Ohio Lawmakers Ask For Revised Tax Revenue Projections As They Mull Over Budget
Gov. John Kasich has been defending his budget, saying it’s the way to keep Ohio’s economy growing. But state lawmakers who are working on their own versions of the budget are looking at incoming tax revenues and raising critical questions.
In his State of the State speech in Sandusky last week, Gov. Kasich had a message for state lawmakers, most of whom are his fellow Republicans – don’t add more spending to the budget.
“We have to always hold the line on spending. That's more true in this budget than it's really been in a number of years,” he told lawmakers in the audience. “The revenues have grown slowly, even though we have conservative projections.”
The revenues have actually come in below forecasts. The total shortfall for this fiscal year is now $615 million – more than half a billion dollars. Budget director Tim Keen has been blaming the slow economy and bigger than expected tax refunds, but he admitted he just isn’t sure what’s happening.
“We’ve looked very carefully at whether some of the tax changes are causing this, and we don’t have enough information to say that that’s the case,” Keen said.
But as the budget is worked over in the House and Senate, and the revenue continues to come in under estimates, Kasich may be worried about a quote by then- Sen. Chris Widener (R-Springfield) from 2015: “We plan to invest $935 million new dollars over the biennium.”
Widener in the quote explained how he and his colleagues essentially rejected Kasich’s school funding formula in his last budget by pouring nearly a billion dollars into K-12 education. In that budget, Kasich’s formula meant cuts to half of the state’s schools. This time, his budget has more than half of the state’s districts getting less money.
And meanwhile, the budget director says he’s expecting to have to revise down the state’s revenue estimates, meaning lawmakers will have a smaller budget than they started with. But Keen doesn’t expect to have those numbers for several weeks – maybe not until June. Sen. Dave Burke (R-Marysville) told Keen during a hearing in the Senate Finance Committee that he’d like those recalculated numbers now.
“I’m not sure how we pass a budget when you don’t know what the end point is. So when do you think you would have available, based on when the Senate will get the budget, a reasonable forecast to which we can focus our energy towards what the new normal looks like?” Burke said. “Regardless of whatever the cause is, we’re dealing with less than we thought we would have.”

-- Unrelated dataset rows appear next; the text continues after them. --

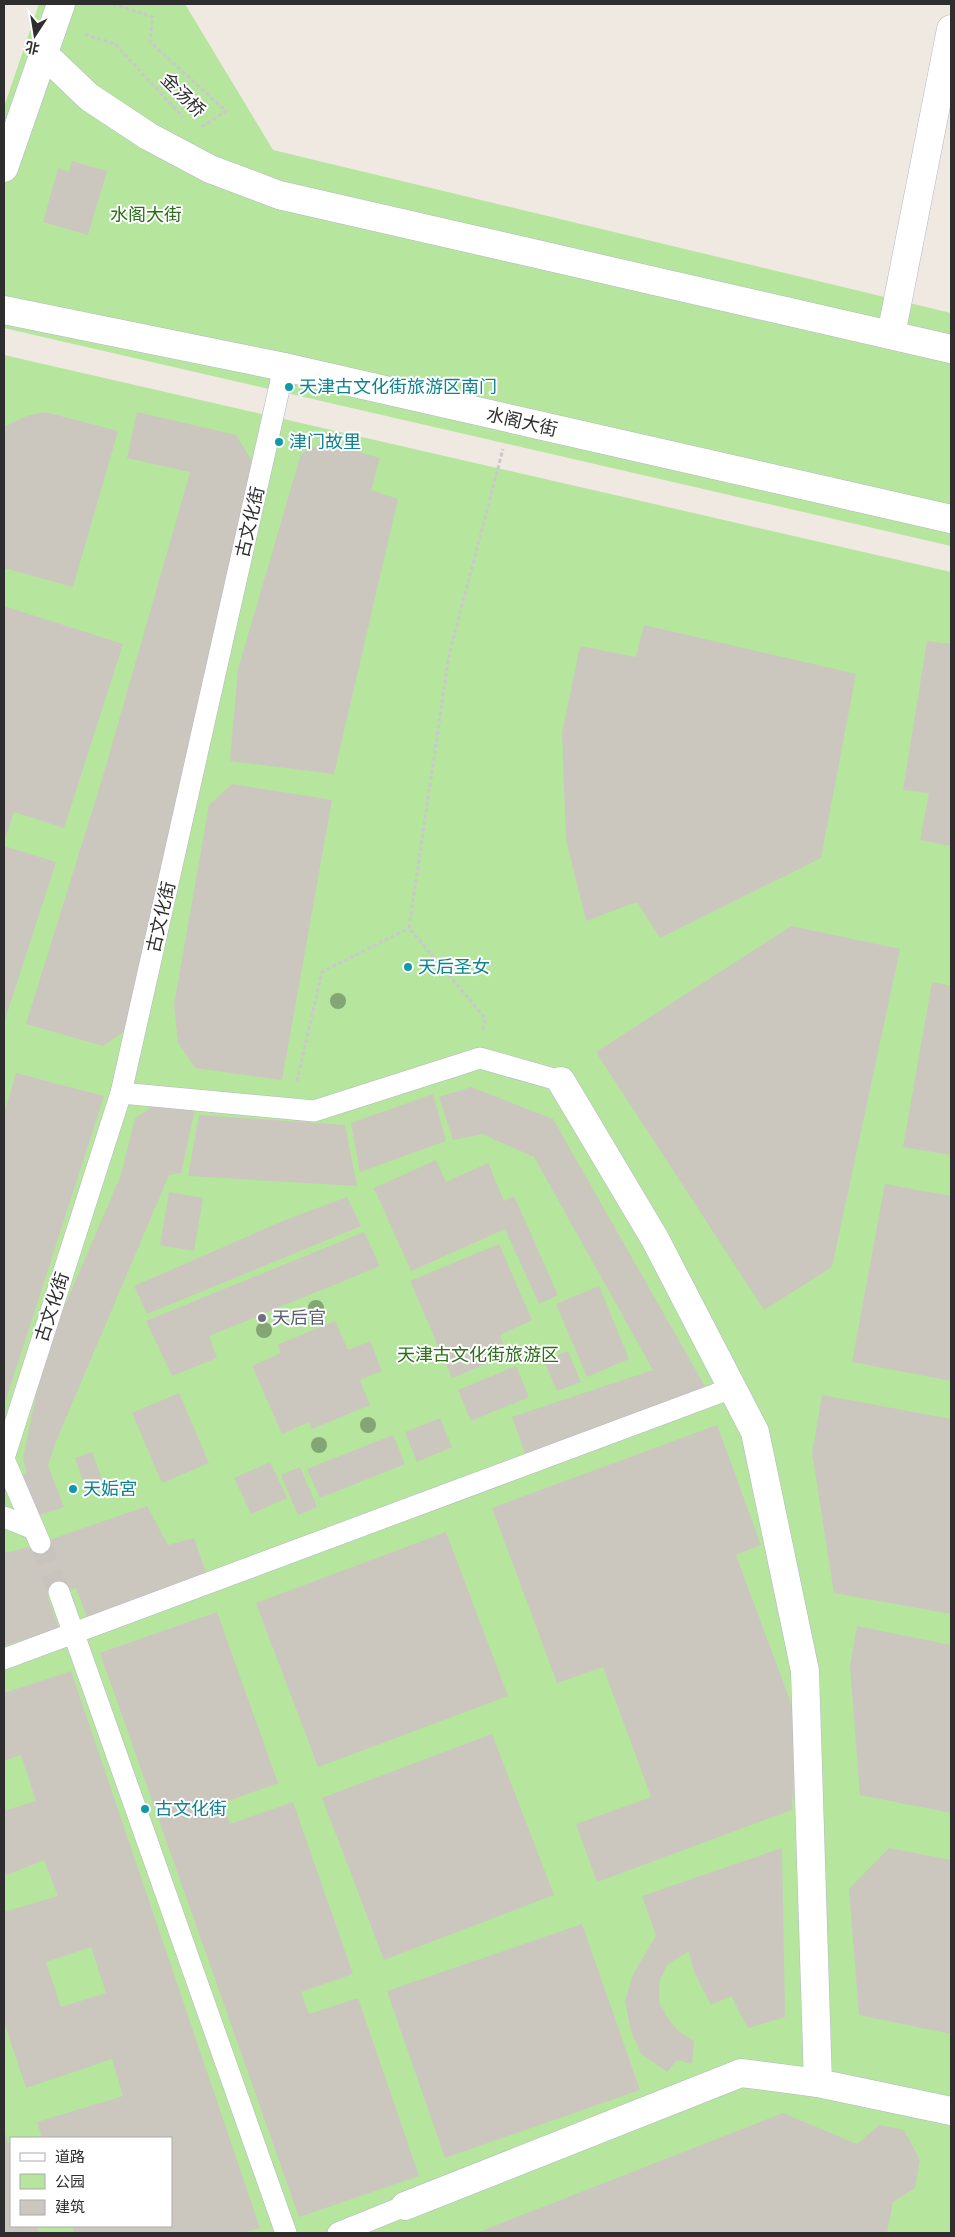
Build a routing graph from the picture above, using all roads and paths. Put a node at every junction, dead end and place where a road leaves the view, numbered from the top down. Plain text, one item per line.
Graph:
1 (113, 4) edge
2 (57, 14) edge
3 (951, 28) edge
4 (44, 54) junction
5 (189, 124) dead end
6 (196, 131) dead end
7 (4, 168) edge
8 (4, 310) edge
9 (891, 335) junction
10 (951, 349) edge
11 (284, 367) junction
12 (511, 420) junction
13 (951, 519) edge
14 (409, 928) junction
15 (480, 1058) junction
16 (561, 1080) joint
17 (121, 1093) junction
18 (291, 1109) junction
19 (732, 1388) junction
20 (4, 1458) edge
21 (4, 1517) edge
22 (59, 1592) tunnel mouth
23 (74, 1633) junction
24 (4, 1659) edge
25 (818, 2083) junction
26 (951, 2111) edge
27 (405, 2206) joint
28 (286, 2233) edge
29 (338, 2233) edge

1 - 6 path, 金汤桥
2 - 4 street
2 - 5 path, 金汤桥
3 - 9 street
4 - 7 street
4 - 9 street
8 - 11 street, 水阁大街
9 - 10 street
11 - 12 street, 水阁大街
11 - 17 street, 古文化街
12 - 13 street, 水阁大街
12 - 14 path
14 - 15 path
14 - 18 path
15 - 16 street
15 - 18 street
16 - 19 street
17 - 18 street
17 - 20 street, 古文化街
19 - 23 street
19 - 25 street
20 - 21 street, 古文化街
22 - 23 street
23 - 24 street
23 - 28 street
25 - 26 street
25 - 27 street
27 - 29 street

Keen replied that the revenues coming into the state don’t make sense much when compared to the data he’s seeing suggesting a good state economy, but the budget numbers may be uncertain for a while.
“In order to have all the information we need to do the best job we can in this very uncertain business of making revenue projections, we need to get through the filing season, which is mostly April and the early part of May,” Keen said.
Meanwhile, Democrats say they’ve been concerned about the budget estimates for months. They’ve been arguing against the 17 percent income tax cut in the budget, which is paid for with increased sales taxes and hikes on taxes on cigarettes, alcohol and oil and gas drillers. Democrats have been arguing instead for investing more in education and local governments.
Rep. Jack Cera (D-Bellaire) said his Democratic colleagues have always been against tax shifting – moving away from the income tax to relying on sales taxes. But he’s heard of Republicans who are getting concerned as well with continuing to do that while looking at the estimates on which the budget is based.
“We’ve been raising this issue for several months now, and the administration has kind of just – ‘no, everything’s great, we’re going to move forward,’” Cera said. “And I think it’s getting pretty clear that if we keep heading this direction we’re going to be facing more difficult problems within the next few months.”
The House is set to put out its version of Kasich’s budget by the end of the month. The Senate won’t get the budget till May. And then the budget office says it will have new revenue estimates, around the time both sides take their spending plans to the conference committee to work out the differences. The budget needs to be agreed to by both chambers and signed by the governor by the end of June.